Los inmorales

“Hoy. 10.30 am. Plaza Sarmiento, frente a la iglesia. Bufanda amarilla”.

No era mi cita, ni mi aviso. Ni siquiera lo leí en mi diario, sino en uno que se olvidó un hombre en la cafetería. Pero acudí igual. El aburrimiento es mal consejero.

A dos bancos de distancia vi a la pareja encontrarse. Se sentaron uno al lado del otro aparentando no haberse cruzado en la vida, pero yo estaba atenta y bien ubicada y noté que se rozaban los codos. Ella tenía un niño de unos cuatro años que jugaba en las hamacas a pocos metros de distancia. Deseé haber hecho un curso de lectura de labios acelerado, pero ya era tarde. A los pocos minutos, partieron, cada cual por su lado.

Busqué anuncios similares por semanas. Un primero de abril el esfuerzo dio sus frutos.

“Hoy. 10.30 am. Plaza Alsina, esquina kiosco. Boina verde”

Cancelé mi turno con el dentista y me apresuré a la cita. Esta vez quise complicarles la situación y me senté exactamente en el punto de encuentro. Mismo hombre, misma mujer, mismo niño. Él se sentó a mi lado, ellos siguieron de largo. Él lloró.

Al día siguiente un aviso leía:

“Guardaré tu último perfil como mi más valioso tesoro. Buena vida allá en la madre tierra”.

Arranqué el papel con bronca y lo arrojé hecho un bollo al cesto de basura.

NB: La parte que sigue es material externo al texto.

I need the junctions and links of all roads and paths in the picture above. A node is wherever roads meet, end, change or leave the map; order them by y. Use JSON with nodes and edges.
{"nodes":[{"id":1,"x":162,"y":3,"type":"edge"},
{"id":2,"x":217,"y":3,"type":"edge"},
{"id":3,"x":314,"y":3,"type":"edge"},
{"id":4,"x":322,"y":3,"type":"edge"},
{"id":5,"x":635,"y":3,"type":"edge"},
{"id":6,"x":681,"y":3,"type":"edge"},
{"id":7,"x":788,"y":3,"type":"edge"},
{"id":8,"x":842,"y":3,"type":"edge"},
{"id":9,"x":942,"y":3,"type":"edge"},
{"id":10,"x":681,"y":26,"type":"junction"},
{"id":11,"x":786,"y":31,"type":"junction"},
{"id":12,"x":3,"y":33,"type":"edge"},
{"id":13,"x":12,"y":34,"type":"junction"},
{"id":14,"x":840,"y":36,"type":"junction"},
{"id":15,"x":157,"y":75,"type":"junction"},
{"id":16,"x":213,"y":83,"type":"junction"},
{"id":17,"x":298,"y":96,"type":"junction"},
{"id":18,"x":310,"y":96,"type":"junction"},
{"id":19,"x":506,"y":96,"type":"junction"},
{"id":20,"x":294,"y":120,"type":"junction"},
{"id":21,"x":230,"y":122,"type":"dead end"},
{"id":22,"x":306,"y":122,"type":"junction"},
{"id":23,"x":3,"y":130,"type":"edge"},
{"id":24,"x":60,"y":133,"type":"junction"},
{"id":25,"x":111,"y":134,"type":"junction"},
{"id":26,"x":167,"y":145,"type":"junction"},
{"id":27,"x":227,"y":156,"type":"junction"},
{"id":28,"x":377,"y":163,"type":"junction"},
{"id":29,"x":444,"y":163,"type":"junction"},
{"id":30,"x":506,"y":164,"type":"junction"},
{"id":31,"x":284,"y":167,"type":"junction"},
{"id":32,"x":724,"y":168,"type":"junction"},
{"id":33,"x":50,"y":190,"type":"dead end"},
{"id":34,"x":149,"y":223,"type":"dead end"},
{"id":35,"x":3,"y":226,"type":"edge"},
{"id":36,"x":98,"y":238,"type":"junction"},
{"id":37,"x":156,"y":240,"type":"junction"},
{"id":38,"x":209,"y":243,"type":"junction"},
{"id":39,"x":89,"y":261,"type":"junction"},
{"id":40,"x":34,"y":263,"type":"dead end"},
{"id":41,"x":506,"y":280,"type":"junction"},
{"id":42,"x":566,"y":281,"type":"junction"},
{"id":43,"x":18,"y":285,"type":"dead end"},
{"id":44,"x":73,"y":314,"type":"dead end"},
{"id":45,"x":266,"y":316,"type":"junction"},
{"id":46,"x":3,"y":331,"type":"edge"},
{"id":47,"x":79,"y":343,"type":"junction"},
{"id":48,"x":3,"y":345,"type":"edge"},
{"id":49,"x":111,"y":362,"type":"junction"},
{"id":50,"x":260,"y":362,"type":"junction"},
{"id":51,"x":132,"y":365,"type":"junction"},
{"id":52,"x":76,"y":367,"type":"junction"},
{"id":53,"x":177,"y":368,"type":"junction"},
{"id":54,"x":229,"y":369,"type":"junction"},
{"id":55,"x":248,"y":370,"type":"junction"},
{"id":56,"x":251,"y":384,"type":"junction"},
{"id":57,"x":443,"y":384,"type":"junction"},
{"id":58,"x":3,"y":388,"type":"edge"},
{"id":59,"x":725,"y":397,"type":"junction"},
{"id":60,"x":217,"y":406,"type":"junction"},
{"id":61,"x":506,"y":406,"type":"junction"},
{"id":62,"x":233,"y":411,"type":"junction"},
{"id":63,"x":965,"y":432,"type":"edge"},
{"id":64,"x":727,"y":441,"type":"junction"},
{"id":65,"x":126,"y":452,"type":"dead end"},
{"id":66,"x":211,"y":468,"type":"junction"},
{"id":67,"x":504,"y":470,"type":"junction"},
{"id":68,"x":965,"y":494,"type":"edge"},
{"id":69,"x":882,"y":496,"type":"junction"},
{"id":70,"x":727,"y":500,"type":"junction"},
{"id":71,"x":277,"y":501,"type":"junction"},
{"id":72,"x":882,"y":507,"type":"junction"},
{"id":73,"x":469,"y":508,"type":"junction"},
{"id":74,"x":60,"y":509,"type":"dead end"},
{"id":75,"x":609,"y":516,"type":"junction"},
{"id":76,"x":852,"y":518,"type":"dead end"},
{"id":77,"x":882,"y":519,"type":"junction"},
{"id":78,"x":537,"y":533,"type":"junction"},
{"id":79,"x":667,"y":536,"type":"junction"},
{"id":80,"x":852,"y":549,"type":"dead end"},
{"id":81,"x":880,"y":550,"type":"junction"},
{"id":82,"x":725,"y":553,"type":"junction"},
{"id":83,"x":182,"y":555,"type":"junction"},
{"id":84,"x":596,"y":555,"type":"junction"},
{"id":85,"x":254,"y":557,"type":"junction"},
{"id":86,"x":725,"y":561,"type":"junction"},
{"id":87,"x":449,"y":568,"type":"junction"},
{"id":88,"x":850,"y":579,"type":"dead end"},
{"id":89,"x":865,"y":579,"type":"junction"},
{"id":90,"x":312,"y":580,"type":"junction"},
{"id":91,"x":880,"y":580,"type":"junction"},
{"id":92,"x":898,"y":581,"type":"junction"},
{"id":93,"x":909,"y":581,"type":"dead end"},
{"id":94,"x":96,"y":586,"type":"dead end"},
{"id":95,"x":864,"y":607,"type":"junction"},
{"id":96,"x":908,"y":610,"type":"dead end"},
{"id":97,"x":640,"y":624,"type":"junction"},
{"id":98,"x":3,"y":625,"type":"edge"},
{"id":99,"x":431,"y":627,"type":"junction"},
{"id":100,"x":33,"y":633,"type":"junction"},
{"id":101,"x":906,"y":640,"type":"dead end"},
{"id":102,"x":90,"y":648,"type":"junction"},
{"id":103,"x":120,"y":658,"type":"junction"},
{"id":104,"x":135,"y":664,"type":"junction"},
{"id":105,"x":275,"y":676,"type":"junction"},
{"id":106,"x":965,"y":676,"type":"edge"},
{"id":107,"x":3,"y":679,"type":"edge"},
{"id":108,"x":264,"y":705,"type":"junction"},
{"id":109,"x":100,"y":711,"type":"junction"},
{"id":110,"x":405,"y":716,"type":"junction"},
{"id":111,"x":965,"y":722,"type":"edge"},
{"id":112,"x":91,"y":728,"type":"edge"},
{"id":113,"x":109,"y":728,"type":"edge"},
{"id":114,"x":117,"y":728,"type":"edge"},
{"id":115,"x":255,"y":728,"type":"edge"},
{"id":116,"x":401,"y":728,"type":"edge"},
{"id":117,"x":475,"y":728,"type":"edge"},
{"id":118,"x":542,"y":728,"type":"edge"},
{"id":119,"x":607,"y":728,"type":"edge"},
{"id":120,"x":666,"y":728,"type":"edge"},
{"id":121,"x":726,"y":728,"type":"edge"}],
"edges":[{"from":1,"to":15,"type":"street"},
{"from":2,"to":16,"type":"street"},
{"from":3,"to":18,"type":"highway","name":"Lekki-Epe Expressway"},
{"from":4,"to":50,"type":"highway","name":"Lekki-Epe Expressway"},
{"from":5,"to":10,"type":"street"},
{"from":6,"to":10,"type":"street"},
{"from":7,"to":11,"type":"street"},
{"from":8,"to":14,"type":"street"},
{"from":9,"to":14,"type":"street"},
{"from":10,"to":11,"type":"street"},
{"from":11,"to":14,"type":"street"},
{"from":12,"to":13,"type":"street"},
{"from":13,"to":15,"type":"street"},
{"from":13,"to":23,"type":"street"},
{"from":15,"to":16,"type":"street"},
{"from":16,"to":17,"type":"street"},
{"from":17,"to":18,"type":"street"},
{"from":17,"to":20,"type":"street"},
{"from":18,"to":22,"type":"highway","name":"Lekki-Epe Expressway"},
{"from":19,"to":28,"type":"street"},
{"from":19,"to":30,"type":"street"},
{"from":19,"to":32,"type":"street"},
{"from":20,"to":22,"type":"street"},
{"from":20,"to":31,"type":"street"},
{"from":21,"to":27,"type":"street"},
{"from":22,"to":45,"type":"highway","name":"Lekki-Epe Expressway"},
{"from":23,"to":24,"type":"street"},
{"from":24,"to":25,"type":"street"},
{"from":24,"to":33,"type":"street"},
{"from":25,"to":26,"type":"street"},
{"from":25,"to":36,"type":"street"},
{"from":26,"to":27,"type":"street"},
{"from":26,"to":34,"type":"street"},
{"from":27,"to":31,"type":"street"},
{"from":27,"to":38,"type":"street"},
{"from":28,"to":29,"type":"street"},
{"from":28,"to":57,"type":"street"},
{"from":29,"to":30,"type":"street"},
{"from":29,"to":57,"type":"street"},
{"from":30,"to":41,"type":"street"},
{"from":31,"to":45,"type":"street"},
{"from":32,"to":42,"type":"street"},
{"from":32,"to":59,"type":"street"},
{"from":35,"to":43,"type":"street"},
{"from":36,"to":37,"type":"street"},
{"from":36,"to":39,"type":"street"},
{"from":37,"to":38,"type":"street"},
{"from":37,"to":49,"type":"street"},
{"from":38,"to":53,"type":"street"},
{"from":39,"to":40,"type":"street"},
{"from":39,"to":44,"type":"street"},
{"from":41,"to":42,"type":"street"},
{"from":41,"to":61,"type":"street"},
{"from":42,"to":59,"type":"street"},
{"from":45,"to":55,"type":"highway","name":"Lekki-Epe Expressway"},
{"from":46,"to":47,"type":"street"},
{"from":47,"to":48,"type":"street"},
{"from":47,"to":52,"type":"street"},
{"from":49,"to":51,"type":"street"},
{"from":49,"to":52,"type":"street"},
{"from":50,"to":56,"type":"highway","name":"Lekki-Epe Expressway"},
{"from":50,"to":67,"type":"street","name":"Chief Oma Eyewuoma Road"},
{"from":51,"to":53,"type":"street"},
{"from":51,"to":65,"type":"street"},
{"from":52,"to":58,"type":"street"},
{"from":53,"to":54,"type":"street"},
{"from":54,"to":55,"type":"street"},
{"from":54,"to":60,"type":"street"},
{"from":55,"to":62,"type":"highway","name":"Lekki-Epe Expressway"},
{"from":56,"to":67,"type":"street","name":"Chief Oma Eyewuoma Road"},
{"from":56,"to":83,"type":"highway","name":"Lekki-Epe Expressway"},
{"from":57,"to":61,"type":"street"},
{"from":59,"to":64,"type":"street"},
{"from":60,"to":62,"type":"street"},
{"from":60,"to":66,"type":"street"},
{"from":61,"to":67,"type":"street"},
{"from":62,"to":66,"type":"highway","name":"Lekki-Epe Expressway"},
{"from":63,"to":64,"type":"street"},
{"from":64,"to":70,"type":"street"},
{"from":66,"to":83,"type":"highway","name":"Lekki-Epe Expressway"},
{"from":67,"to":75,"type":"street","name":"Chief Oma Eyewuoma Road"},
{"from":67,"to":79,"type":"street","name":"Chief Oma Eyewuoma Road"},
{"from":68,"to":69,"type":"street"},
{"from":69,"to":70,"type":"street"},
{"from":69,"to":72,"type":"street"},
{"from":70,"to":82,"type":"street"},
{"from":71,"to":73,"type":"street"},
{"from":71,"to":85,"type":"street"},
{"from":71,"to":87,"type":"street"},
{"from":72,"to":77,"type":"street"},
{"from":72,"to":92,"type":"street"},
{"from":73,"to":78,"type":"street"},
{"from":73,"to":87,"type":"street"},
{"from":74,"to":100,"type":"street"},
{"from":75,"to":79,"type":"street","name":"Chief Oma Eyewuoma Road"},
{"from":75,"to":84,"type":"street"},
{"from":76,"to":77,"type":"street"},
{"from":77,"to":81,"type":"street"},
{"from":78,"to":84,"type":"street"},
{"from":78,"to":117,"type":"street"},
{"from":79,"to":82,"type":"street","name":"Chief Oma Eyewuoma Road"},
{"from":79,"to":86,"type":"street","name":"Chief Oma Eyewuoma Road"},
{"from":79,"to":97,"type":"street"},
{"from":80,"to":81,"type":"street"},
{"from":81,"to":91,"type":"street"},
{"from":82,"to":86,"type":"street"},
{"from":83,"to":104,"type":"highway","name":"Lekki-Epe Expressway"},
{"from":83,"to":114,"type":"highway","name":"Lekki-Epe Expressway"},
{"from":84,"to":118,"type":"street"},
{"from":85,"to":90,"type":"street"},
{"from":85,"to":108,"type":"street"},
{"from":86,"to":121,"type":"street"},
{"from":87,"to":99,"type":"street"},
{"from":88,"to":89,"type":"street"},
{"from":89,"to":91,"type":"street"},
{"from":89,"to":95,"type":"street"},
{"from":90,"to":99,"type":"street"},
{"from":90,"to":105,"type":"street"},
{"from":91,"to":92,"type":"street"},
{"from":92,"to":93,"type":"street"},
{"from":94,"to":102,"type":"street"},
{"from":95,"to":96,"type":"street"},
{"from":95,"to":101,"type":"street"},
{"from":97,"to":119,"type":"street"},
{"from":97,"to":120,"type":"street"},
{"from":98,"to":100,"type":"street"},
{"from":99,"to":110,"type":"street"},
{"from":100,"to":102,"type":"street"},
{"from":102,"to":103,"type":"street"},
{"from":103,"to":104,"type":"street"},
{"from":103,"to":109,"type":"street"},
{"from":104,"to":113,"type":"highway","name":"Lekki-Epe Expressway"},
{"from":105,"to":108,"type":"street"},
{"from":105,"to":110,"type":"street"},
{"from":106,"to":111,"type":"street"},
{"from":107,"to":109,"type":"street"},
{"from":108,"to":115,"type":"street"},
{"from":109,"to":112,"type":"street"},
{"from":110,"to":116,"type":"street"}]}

¿Con qué me iba a entretener ahora?

NATALIA DOÑATE

El cuerpo del delito

Javier roncaba intermitentemente, sumido a medio desvestir en un sueño elegante sport. Había aterrizado en el acolchado blanco tras otro vuelo extenuante, apenas atinando el pobre a quitarse los zapatos y aflojarse la corbata. Parecía un muñeco de torta pasado de copas.

Ella había vaciado cuidadosamente los bolsillos del saco y dispersado su contenido sobre la mesa del recibidor: llaves, celular, documentos varios y una hoja doblada en cuatro con el logo del hotel. Su carta de amor. Siempre le hacía una cuando se iba de viaje. Decidió esperar a que despertara y se la leyera en persona.

Las horas pasaron paulatinamente. El departamento era minúsculo y debía moverse en puntas de pie en las penumbras para no alterar el sueño de su marido. Cada tanto, presa del aburrimiento, tomaba el papel, pero lo volvía a apoyar. Sería más romántico escuchar el contenido de sus labios. Pasadas las dos de la tarde decidió salir a comprar el almuerzo. Regresó con una bolsa humeante de pollo al espiedo con papas y al  encender la luz, cegada por el hermoso día que hacía afuera, se encontró a Javier al fin  despierto, aunque aturdido. La habitación apestaba a encierro.

— ¿Qué hora es?

— ¡Hora de comer rico, amor!

Le dio un gran beso y con celeridad abrió las persianas. El sol y el aire acudieron en su ayuda. Mientras ponía la mesa notó de reojo que la hoja había desaparecido.

— ¿Qué hiciste con mi cartita? —preguntó con fingida voz de niña.

Él palideció. — ¿La leíste?

—Claro que no, esperaba a que me la dieras vos, como corresponde.

Pareció aliviado. —Era muy cursi —respondió. —La tiré a la basura.

—Ay, Javier, siempre tan duro con tus sentimientos. Yo quería leerla.

Él la tomó sorpresivamente por la cintura y la sentó en su regazo. Entre besos le describió el contenido de la carta: que la había extrañado muchísimo, que la amaba, que no veía la hora de tenerla en sus brazos. Nada nuevo. Almorzaron en silencio y luego partió a hacer una visita exprés a su madre que vivía a pocas cuadras.

Ella juntó la mesa y cuando estaba por tirar las sobras notó una pequeña discrepancia. El cesto de basura estaba completamente vacío. Apresurada, lo sacó a la vereda aunque estaba a medio llenar y procedió a lavar los platos.